• EXERCISE DIRECTIONS: Please repeat the lines below exactly. Begin with the line containing "ctx.set_font_options(options)" and go on through the line containing "ctx.select_font_face(family, cairo.FONT_SLANT_ITALIC if".

- Opening Delimiter -

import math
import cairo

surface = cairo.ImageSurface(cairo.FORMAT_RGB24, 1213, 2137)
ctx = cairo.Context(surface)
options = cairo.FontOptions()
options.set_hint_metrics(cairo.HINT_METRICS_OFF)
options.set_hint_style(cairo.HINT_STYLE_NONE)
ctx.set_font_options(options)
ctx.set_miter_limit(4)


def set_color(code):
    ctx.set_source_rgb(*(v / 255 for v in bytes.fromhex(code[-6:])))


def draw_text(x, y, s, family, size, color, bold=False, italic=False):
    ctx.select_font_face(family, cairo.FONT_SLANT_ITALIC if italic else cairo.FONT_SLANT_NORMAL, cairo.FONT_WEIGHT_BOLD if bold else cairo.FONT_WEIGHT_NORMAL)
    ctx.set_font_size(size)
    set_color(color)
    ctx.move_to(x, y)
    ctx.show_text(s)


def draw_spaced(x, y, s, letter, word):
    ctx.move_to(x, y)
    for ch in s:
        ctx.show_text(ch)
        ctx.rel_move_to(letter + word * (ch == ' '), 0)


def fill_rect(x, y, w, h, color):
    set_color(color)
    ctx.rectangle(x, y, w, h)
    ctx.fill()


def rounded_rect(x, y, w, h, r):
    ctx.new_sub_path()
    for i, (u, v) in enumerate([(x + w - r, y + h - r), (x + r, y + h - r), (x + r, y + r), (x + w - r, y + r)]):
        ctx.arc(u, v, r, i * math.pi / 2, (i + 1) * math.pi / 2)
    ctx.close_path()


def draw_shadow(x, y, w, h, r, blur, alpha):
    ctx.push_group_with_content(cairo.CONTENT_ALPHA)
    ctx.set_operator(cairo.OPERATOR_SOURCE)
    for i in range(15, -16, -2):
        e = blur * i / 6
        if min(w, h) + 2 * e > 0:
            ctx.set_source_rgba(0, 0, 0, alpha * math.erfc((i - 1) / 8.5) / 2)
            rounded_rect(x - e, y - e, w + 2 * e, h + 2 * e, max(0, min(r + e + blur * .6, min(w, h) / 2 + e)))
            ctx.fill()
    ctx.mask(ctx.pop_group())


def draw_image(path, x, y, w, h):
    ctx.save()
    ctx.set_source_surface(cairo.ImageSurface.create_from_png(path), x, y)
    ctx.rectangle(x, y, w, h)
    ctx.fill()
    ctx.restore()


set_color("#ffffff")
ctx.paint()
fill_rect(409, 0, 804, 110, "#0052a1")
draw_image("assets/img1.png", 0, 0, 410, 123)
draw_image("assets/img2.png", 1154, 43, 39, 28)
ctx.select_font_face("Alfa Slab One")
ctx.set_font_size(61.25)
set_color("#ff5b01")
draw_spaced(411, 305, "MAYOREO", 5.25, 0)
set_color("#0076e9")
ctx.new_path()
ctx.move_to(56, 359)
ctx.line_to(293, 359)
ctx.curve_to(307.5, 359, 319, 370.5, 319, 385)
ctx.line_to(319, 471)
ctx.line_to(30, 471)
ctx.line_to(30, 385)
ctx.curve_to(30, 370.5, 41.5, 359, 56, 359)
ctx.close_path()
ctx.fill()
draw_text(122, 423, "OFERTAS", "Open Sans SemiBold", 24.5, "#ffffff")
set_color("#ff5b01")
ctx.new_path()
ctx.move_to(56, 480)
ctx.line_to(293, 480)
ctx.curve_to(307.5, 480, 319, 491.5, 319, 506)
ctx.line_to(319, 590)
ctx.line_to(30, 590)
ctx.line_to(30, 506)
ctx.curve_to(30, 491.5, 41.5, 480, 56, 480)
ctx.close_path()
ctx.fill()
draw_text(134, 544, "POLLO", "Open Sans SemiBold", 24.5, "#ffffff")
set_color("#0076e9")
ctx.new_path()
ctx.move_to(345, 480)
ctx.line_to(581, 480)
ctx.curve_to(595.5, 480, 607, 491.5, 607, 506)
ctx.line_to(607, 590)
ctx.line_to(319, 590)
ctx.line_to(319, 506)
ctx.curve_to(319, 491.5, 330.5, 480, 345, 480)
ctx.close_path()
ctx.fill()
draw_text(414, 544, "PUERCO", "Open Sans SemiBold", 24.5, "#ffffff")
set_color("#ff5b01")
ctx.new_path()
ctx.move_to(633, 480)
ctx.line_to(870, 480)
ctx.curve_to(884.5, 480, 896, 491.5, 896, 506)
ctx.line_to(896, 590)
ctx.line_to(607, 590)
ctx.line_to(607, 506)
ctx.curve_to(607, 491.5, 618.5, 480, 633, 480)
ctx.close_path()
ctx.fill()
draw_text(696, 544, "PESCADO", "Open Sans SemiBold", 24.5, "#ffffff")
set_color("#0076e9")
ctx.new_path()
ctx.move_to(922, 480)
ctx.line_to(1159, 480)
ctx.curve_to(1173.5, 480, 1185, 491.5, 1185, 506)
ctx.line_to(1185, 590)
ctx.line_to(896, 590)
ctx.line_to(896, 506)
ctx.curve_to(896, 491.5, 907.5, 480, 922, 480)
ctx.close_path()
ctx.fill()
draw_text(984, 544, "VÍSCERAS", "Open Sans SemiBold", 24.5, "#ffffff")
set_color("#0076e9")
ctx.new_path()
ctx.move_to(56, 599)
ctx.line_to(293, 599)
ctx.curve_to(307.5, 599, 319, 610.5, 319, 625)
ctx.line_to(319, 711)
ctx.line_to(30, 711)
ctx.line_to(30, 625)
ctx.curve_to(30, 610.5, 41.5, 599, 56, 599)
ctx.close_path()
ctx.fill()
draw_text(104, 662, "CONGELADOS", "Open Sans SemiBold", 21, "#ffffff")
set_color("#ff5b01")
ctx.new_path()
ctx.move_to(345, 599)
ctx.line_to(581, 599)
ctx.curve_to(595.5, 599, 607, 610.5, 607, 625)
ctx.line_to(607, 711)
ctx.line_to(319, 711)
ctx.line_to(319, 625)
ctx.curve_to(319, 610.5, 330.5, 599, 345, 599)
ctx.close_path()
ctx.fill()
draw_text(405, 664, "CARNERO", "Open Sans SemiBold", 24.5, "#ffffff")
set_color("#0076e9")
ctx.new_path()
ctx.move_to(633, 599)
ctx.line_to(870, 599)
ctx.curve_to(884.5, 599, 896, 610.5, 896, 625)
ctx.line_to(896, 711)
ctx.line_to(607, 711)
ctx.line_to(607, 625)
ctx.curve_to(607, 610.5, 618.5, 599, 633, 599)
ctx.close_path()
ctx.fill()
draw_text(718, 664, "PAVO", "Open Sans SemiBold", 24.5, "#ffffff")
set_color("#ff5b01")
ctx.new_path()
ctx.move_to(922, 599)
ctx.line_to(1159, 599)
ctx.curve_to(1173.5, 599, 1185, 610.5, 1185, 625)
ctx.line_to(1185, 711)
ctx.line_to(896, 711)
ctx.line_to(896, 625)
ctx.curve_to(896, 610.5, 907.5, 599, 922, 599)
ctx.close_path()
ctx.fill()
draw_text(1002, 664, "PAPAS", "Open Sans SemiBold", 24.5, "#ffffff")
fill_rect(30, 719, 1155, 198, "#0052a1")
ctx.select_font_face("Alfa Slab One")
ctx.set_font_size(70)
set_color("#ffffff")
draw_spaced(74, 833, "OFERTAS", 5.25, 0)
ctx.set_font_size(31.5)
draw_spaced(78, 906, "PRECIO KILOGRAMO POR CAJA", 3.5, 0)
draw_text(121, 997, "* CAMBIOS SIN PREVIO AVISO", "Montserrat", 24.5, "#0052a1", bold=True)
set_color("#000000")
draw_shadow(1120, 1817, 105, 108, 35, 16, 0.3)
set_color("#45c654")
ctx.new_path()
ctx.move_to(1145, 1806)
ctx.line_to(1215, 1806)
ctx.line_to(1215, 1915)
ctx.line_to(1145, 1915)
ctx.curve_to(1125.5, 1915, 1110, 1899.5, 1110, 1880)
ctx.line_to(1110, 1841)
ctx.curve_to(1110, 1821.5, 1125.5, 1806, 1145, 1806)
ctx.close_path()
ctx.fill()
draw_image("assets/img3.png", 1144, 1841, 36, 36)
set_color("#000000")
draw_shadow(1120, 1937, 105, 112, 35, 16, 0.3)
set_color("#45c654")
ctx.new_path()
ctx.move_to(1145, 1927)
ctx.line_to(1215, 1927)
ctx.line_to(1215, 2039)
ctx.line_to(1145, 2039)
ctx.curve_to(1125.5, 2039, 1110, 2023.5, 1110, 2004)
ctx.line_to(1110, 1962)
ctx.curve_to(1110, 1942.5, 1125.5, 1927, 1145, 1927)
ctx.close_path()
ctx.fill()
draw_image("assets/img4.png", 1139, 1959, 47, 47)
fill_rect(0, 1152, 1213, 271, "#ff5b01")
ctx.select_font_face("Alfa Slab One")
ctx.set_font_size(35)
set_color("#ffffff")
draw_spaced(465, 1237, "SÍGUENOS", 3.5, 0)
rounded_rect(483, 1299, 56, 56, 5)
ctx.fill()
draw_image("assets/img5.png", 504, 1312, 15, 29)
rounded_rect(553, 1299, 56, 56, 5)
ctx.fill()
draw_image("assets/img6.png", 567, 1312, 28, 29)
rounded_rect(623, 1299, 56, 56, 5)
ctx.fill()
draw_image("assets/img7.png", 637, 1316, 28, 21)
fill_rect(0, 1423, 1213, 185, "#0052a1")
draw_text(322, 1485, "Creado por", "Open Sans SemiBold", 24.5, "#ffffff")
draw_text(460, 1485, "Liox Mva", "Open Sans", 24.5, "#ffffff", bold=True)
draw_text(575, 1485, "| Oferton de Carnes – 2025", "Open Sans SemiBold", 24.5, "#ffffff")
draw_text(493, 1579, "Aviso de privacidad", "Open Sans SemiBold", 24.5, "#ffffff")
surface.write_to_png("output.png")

- Closing Delimiter -
- Opening Delimiter -

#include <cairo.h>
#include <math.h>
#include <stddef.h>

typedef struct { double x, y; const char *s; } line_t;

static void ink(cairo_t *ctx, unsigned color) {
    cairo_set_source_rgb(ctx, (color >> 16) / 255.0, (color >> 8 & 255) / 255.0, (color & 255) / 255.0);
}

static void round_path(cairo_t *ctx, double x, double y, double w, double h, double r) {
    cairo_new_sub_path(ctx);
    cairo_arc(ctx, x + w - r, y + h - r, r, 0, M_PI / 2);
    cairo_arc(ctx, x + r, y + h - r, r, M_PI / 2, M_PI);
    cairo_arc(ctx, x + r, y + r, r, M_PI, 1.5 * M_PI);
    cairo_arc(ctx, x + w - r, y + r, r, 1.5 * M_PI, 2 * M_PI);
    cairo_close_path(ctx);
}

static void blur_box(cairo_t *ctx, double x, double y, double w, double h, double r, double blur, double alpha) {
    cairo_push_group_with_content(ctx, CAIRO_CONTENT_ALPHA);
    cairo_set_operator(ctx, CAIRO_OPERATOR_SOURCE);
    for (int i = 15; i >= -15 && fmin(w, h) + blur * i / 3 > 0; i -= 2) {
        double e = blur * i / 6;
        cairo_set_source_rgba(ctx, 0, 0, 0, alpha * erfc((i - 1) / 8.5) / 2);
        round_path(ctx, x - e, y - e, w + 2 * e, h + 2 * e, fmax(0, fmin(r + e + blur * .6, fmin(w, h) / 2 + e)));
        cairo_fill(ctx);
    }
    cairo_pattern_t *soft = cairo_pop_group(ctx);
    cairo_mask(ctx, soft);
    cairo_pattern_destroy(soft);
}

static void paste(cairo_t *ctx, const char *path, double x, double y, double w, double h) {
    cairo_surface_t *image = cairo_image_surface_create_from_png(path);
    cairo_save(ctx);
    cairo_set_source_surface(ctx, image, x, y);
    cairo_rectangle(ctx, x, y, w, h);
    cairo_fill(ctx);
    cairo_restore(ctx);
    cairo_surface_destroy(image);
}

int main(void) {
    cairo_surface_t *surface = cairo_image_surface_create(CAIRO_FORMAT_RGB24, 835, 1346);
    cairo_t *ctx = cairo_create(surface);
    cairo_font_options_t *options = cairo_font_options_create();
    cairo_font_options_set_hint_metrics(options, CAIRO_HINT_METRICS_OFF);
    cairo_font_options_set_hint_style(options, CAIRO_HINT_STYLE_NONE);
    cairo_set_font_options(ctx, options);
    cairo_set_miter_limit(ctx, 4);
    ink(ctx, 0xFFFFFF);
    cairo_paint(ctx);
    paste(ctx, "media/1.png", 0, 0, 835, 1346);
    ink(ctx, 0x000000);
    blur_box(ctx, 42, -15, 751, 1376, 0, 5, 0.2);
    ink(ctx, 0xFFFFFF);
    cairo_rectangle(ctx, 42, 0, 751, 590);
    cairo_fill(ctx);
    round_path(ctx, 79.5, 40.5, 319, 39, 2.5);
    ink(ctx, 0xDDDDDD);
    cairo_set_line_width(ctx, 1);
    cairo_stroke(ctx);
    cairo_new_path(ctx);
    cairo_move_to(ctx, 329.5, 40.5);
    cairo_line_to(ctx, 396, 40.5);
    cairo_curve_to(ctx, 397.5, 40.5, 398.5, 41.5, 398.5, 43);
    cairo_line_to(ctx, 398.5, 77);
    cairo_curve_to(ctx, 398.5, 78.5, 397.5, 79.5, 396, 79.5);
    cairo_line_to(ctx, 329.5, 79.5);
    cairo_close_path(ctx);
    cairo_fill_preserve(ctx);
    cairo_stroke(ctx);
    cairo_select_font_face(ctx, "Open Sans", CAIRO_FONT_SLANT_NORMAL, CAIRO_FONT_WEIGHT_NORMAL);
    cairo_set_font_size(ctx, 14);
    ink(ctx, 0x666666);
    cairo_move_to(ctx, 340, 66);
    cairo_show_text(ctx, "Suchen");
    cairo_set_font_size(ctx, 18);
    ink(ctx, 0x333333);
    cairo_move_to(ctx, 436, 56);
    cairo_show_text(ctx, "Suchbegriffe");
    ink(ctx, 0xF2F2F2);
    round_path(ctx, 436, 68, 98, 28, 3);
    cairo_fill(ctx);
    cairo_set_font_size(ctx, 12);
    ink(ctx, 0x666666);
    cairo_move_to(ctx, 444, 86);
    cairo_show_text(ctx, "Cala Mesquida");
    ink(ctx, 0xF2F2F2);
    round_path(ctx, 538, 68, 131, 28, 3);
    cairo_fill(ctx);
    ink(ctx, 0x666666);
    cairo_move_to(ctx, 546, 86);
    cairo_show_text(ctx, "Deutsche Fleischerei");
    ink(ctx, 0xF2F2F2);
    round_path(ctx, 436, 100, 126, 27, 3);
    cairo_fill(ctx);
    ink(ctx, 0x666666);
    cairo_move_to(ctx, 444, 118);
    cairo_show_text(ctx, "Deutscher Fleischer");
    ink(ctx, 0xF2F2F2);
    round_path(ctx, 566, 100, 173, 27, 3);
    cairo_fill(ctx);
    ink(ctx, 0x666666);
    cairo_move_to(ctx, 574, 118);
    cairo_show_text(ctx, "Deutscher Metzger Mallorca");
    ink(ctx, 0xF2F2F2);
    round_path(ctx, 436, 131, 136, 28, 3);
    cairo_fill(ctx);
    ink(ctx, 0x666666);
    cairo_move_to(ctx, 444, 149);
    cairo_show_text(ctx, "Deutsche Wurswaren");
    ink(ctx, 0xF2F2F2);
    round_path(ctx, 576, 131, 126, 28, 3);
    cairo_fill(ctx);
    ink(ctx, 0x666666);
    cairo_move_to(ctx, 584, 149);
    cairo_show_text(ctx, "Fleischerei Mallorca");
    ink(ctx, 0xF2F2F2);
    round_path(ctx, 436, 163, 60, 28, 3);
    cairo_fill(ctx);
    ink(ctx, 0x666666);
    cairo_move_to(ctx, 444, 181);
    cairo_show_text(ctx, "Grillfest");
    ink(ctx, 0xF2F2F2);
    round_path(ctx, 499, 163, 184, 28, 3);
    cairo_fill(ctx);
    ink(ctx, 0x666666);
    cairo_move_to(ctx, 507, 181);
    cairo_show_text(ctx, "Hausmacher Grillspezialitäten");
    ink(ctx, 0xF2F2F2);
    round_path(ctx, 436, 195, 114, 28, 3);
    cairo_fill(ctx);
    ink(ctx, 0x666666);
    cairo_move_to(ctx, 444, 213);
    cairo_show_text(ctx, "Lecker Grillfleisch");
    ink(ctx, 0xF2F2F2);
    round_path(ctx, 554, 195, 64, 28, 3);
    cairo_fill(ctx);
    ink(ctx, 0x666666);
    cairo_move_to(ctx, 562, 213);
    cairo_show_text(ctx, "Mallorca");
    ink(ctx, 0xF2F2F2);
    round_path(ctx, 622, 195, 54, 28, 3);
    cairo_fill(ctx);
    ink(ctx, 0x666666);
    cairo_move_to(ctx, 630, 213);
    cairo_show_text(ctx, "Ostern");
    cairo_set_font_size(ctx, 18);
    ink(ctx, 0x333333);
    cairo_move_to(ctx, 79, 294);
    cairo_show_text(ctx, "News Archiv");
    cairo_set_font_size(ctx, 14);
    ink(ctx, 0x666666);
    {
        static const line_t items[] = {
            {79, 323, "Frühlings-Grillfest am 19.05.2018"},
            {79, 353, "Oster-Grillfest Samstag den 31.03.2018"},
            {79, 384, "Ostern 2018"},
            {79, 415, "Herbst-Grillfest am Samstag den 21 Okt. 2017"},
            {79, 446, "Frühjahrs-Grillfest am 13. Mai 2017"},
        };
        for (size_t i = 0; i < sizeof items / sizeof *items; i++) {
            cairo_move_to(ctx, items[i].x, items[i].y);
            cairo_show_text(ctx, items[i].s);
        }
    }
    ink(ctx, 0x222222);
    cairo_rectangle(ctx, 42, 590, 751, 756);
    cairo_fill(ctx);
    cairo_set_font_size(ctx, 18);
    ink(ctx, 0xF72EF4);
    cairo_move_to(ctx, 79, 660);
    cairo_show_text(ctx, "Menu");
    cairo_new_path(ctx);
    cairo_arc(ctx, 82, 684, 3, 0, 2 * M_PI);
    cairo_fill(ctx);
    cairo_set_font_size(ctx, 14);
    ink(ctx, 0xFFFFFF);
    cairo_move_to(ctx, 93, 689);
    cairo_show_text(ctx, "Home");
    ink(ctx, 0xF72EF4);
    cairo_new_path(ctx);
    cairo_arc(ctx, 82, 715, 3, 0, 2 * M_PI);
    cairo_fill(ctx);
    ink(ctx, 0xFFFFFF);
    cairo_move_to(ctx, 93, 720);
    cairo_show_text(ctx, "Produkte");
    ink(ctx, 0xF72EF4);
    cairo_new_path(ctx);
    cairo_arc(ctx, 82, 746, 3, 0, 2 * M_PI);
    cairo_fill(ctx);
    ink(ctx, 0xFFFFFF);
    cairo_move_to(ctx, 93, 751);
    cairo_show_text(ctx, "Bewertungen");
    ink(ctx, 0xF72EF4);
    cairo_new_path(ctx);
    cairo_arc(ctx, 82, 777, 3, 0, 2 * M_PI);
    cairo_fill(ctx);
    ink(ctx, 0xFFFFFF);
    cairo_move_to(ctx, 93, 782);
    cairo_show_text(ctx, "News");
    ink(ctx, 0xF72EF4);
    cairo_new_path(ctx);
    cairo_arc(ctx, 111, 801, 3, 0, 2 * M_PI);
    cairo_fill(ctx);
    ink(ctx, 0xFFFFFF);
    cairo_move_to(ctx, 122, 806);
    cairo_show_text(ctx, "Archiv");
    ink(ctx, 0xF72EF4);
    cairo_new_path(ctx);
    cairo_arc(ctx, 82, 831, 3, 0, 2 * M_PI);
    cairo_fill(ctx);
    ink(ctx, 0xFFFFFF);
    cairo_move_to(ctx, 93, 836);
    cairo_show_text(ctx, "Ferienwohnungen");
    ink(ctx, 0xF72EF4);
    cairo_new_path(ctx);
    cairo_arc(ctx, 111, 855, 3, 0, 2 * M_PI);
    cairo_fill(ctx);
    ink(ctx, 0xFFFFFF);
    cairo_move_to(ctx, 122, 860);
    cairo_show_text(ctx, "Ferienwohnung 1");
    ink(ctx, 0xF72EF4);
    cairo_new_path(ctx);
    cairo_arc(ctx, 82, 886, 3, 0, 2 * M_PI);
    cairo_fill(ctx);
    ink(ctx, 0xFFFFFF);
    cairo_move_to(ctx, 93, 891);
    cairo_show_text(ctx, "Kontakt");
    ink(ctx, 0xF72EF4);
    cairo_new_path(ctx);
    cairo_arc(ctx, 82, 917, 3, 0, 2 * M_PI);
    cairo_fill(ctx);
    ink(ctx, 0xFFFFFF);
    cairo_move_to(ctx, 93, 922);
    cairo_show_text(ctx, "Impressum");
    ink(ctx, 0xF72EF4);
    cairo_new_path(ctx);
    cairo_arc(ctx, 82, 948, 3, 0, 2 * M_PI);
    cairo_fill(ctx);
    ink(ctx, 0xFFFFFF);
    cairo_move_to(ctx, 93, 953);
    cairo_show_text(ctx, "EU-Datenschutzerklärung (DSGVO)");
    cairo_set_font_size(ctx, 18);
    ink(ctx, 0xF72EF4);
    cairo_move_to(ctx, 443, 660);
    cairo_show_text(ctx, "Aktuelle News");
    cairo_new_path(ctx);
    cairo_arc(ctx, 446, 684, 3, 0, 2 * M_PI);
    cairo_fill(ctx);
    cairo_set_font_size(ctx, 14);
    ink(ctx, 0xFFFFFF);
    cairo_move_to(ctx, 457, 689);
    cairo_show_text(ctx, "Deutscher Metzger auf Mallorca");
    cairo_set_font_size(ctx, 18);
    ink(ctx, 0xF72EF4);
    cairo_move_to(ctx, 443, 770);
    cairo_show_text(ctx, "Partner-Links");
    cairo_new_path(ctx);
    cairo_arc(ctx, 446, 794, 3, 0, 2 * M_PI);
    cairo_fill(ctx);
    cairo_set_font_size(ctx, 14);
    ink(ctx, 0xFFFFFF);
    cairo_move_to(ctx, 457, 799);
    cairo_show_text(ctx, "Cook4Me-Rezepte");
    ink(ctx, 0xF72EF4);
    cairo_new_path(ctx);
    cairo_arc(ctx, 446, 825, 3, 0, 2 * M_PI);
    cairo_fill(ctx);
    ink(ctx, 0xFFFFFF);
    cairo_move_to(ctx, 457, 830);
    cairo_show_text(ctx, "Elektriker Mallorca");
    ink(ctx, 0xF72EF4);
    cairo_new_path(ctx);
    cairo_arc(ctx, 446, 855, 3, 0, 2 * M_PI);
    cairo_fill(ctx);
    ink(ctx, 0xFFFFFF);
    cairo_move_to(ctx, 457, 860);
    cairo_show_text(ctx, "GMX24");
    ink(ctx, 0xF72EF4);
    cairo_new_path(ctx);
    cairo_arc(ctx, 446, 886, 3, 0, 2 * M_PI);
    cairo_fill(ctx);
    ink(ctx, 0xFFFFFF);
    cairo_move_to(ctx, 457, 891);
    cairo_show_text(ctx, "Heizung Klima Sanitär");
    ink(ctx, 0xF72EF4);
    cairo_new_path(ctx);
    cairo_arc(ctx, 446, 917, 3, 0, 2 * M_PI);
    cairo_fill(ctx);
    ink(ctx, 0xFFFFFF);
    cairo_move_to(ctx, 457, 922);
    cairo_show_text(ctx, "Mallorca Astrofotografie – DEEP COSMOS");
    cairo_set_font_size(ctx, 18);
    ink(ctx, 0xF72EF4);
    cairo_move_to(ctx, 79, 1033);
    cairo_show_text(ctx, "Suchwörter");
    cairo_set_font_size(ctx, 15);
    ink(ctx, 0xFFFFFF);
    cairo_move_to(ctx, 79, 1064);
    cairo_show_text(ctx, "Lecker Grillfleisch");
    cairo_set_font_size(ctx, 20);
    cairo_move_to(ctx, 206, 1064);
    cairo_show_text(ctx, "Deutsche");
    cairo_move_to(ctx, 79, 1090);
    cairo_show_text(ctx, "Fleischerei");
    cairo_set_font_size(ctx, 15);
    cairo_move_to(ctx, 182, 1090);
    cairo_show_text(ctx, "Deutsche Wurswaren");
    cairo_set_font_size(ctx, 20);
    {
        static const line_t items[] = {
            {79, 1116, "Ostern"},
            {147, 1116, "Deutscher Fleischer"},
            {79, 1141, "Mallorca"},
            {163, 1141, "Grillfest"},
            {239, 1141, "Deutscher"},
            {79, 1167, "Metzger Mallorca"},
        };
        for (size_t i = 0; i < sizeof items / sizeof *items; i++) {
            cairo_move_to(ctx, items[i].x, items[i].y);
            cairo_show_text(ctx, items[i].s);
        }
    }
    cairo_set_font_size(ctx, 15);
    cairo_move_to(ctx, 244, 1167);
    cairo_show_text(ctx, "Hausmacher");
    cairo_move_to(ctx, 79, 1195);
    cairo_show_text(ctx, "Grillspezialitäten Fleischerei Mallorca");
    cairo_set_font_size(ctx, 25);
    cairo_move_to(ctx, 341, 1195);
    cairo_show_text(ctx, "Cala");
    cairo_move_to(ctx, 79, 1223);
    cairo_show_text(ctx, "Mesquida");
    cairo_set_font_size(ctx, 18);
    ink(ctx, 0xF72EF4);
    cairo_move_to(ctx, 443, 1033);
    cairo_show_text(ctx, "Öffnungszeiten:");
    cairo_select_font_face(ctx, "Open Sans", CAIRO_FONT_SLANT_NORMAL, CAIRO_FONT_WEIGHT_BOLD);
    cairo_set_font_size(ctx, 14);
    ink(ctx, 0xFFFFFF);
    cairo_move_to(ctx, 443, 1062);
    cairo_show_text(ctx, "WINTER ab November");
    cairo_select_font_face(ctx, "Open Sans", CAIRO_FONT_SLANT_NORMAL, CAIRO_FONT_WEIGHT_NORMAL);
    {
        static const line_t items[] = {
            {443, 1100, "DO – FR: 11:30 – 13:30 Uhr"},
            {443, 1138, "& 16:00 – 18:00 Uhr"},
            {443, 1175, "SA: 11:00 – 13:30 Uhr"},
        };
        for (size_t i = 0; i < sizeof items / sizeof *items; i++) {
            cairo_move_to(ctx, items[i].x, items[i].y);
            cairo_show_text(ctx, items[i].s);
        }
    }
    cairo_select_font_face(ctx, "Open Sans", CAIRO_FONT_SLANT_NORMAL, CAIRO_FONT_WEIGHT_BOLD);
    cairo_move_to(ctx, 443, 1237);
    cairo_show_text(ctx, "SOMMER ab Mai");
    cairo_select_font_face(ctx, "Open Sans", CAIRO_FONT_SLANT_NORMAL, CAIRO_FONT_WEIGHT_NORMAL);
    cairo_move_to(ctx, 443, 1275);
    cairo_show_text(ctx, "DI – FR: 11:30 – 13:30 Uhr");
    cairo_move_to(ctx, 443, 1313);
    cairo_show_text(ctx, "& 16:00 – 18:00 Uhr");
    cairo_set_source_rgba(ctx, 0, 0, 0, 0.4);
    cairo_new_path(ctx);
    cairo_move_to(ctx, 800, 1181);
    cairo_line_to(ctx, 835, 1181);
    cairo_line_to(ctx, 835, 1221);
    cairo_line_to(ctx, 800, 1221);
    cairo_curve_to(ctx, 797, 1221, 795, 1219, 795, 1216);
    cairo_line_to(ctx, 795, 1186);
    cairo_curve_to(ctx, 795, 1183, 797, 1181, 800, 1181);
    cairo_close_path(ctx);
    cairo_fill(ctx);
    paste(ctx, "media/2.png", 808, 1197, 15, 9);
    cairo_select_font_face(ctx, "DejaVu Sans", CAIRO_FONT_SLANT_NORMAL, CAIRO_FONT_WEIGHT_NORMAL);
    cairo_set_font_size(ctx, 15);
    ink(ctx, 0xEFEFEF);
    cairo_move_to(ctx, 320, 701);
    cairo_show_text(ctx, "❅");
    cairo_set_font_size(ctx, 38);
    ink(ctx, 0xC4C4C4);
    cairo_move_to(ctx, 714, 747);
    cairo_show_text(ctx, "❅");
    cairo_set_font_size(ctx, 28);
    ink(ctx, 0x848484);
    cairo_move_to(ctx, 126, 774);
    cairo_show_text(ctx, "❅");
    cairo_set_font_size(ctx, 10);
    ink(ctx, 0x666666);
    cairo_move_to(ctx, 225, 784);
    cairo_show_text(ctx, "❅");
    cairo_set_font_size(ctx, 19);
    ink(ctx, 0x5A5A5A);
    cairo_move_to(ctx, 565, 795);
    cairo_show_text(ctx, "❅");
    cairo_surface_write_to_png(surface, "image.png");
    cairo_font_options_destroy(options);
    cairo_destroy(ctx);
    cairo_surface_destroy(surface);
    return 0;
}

- Closing Delimiter -

• EXERCISE RESULT:
ctx.set_font_options(options)
ctx.set_miter_limit(4)


def set_color(code):
    ctx.set_source_rgb(*(v / 255 for v in bytes.fromhex(code[-6:])))


def draw_text(x, y, s, family, size, color, bold=False, italic=False):
    ctx.select_font_face(family, cairo.FONT_SLANT_ITALIC if italic else cairo.FONT_SLANT_NORMAL, cairo.FONT_WEIGHT_BOLD if bold else cairo.FONT_WEIGHT_NORMAL)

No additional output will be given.